Pope to Catholics: Practice responsible parenting, don’t breed ‘like rabbits’

SPEAKING from the papal plane on his way back to Rome from a four-day visit in the Philippines, Pope Francis told reporters on Monday, Jan. 19 that Catholics should not breed “like rabbits” because of the Church’s ban on contraception, but should instead practice “responsible parenting.”

Pope Francis said there are plenty of church-approved ways to regulate births and natural family planning methods. During his Asian visits to Sri Lanka and the Philippines, the Pope condemned what he called an “ideological colonization” of the developing world, saying that no outside institution should impose its views on regulating family size and attacking traditional family values.

“This is ideological colonization. They colonize people with ideas that try to change mentalities or structures,” he said, critiquing wealthy countries and international groups who have tried to influence the morals of young people in poorer nations.

The Pope’s taste for straight talk in speeches has become a hallmark of his simple, colloquial style as leader of the Catholic Church.

He also spoke at length about birth control and population, major issues that arose in the Philippines, where the local Church opposes a government law making contraceptives easily available.

“Some think, excuse me if I use the word, that in order to be good Catholics, we have to be like rabbits, but no,” the Pope said, mentioning a woman he met who had seven children by caesarean sections and was putting her life at risk for becoming pregnant again, calling it an “irresponsibility.”

“But God gives you methods to be responsible,” he said.

He also restated the Church’s strong ban on artificial birth control, adding there were “many ways that are allowed” to practice natural family planning.

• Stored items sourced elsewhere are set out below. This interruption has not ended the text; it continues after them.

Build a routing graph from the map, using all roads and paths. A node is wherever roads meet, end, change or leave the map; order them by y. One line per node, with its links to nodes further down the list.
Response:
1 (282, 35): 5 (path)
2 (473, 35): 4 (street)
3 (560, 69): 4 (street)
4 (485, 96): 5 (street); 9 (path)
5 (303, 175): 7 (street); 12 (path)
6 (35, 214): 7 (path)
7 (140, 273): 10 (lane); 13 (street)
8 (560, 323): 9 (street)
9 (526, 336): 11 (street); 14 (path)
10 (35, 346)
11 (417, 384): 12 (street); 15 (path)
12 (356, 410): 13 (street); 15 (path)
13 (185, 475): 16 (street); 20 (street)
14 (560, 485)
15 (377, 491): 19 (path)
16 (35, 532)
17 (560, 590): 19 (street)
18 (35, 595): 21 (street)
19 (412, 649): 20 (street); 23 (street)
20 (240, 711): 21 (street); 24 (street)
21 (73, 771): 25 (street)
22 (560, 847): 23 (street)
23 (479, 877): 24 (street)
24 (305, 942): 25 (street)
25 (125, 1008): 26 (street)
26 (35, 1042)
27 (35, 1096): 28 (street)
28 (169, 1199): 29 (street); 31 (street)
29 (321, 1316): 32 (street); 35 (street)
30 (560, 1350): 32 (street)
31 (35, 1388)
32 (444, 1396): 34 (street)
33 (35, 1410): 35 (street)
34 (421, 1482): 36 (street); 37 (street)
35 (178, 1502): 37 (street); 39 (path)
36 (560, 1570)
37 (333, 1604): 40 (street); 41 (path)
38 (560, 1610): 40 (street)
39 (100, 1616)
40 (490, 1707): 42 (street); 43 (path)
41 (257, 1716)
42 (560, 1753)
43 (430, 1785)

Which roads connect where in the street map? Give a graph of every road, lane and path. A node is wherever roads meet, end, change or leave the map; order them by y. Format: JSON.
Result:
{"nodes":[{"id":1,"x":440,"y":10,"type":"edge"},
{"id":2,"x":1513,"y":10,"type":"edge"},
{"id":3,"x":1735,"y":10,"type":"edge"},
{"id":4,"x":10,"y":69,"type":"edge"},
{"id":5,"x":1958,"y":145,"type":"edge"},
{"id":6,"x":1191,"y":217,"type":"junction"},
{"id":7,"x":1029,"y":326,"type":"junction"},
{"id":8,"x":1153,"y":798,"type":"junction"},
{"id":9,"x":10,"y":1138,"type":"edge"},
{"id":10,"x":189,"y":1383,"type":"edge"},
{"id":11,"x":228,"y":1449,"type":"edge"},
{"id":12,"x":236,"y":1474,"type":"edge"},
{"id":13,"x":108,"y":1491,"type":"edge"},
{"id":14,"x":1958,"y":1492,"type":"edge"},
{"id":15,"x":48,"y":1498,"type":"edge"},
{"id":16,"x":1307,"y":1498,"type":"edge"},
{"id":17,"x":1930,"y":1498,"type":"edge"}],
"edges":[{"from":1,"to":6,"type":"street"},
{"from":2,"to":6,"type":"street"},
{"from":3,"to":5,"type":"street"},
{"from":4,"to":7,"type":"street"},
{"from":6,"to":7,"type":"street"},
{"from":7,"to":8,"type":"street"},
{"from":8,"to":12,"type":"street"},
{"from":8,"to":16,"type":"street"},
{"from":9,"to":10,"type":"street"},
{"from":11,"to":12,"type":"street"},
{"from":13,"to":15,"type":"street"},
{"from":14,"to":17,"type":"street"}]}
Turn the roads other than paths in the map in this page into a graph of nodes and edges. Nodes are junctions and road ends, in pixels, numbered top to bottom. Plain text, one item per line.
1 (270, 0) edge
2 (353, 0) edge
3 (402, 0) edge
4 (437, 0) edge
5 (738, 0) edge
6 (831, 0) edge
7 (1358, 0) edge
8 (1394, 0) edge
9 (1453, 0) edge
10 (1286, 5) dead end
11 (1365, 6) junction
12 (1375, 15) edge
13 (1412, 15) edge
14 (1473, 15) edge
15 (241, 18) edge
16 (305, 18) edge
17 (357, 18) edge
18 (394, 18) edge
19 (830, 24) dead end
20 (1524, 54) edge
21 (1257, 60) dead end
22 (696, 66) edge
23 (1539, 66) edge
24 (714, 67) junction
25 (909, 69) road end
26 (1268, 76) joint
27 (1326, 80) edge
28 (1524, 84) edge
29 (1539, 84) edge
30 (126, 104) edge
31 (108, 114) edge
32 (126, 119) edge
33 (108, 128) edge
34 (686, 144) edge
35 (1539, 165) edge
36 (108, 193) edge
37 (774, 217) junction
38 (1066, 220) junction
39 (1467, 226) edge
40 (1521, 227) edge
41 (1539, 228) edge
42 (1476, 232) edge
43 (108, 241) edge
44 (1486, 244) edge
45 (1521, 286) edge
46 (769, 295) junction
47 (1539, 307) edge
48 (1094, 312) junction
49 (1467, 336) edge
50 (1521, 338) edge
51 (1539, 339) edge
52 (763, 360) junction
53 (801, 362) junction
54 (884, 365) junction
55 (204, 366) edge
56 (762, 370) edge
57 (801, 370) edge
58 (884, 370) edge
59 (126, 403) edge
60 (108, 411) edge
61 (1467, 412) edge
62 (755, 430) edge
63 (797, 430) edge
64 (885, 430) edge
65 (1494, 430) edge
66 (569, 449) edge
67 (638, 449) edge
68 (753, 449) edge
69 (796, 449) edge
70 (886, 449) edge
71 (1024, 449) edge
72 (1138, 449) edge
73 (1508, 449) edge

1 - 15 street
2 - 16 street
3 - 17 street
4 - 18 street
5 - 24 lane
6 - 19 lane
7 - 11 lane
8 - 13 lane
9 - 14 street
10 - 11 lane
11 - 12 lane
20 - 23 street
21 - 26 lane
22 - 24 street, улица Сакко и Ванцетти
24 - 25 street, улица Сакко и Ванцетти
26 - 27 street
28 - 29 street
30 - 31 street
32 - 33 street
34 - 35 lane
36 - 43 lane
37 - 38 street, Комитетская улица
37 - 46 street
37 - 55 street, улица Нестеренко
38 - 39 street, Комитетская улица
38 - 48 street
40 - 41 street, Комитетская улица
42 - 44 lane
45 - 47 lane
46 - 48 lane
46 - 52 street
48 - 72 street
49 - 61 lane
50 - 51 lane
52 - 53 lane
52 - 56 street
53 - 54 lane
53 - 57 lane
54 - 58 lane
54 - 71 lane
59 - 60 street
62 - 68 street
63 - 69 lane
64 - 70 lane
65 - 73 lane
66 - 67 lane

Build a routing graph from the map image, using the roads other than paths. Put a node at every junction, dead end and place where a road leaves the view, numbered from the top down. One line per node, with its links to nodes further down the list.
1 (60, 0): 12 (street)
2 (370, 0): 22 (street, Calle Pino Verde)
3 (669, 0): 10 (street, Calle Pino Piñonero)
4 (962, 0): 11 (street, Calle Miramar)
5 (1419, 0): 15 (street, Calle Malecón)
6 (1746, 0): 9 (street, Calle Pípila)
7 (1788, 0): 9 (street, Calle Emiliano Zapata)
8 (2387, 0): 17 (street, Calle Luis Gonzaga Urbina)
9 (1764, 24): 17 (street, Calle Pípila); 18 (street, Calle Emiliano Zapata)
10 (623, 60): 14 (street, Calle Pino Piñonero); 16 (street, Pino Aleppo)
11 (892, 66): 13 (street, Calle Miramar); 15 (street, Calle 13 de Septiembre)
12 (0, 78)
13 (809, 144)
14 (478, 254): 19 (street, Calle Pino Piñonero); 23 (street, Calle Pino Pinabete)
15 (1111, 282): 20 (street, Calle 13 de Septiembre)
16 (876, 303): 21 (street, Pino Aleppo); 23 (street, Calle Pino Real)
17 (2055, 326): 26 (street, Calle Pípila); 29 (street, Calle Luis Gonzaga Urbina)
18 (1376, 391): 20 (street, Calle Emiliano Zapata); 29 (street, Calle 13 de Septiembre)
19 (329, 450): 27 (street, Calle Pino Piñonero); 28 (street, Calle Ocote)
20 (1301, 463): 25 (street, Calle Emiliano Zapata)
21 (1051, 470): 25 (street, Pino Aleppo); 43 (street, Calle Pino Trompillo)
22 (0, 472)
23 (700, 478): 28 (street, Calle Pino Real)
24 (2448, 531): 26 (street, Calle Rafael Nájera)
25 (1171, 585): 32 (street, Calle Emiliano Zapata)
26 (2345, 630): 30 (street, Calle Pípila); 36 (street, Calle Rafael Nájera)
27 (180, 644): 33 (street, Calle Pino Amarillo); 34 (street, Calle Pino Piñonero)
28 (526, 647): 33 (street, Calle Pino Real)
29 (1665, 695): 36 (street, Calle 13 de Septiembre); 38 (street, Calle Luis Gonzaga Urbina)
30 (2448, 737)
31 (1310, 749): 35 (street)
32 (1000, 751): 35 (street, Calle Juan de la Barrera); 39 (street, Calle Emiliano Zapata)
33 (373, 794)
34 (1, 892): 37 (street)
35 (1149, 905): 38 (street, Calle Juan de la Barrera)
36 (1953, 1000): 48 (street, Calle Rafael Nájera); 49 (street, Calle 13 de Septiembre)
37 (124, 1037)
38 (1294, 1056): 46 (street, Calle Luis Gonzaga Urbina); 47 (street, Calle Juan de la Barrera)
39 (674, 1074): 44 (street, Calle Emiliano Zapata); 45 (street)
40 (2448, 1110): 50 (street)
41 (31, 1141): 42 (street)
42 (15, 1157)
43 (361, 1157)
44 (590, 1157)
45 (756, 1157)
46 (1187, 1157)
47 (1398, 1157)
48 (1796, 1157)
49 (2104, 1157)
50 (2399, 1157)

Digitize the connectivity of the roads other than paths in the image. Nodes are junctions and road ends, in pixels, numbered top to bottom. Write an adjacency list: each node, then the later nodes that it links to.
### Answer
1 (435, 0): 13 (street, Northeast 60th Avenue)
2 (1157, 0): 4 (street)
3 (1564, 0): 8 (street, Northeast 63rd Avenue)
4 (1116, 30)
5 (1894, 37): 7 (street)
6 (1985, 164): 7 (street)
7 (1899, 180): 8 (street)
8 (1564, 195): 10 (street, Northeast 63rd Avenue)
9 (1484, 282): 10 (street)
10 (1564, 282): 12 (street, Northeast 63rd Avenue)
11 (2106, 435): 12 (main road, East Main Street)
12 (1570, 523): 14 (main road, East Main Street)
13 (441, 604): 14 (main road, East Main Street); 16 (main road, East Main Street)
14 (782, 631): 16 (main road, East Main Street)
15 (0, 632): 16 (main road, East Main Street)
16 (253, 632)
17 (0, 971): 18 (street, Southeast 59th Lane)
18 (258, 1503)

The Church approves of only natural methods of birth control, particularly abstinence from sex when a woman is ovulating.

During the Vatican’s recent meeting on the family, African bishops denounced how developmental aid groups and lending institutions often condition their help on a country’s compliance with their progressive ideals: allowing health care workers to distribute condoms, for example, or withdrawing assistance if legislation discriminating against gays is passed.

“When imposed conditions come from imperial colonizers, they search to make people lose their own identity and make a sameness,” Pope Francis said. “Every people deserves to conserve its identity without being ideologically colonized.”

Echoing the Church’s conservative standpoint on traditional marriage and the family, he also insisted that an “openness to life is a condition of the sacrament of matrimony.”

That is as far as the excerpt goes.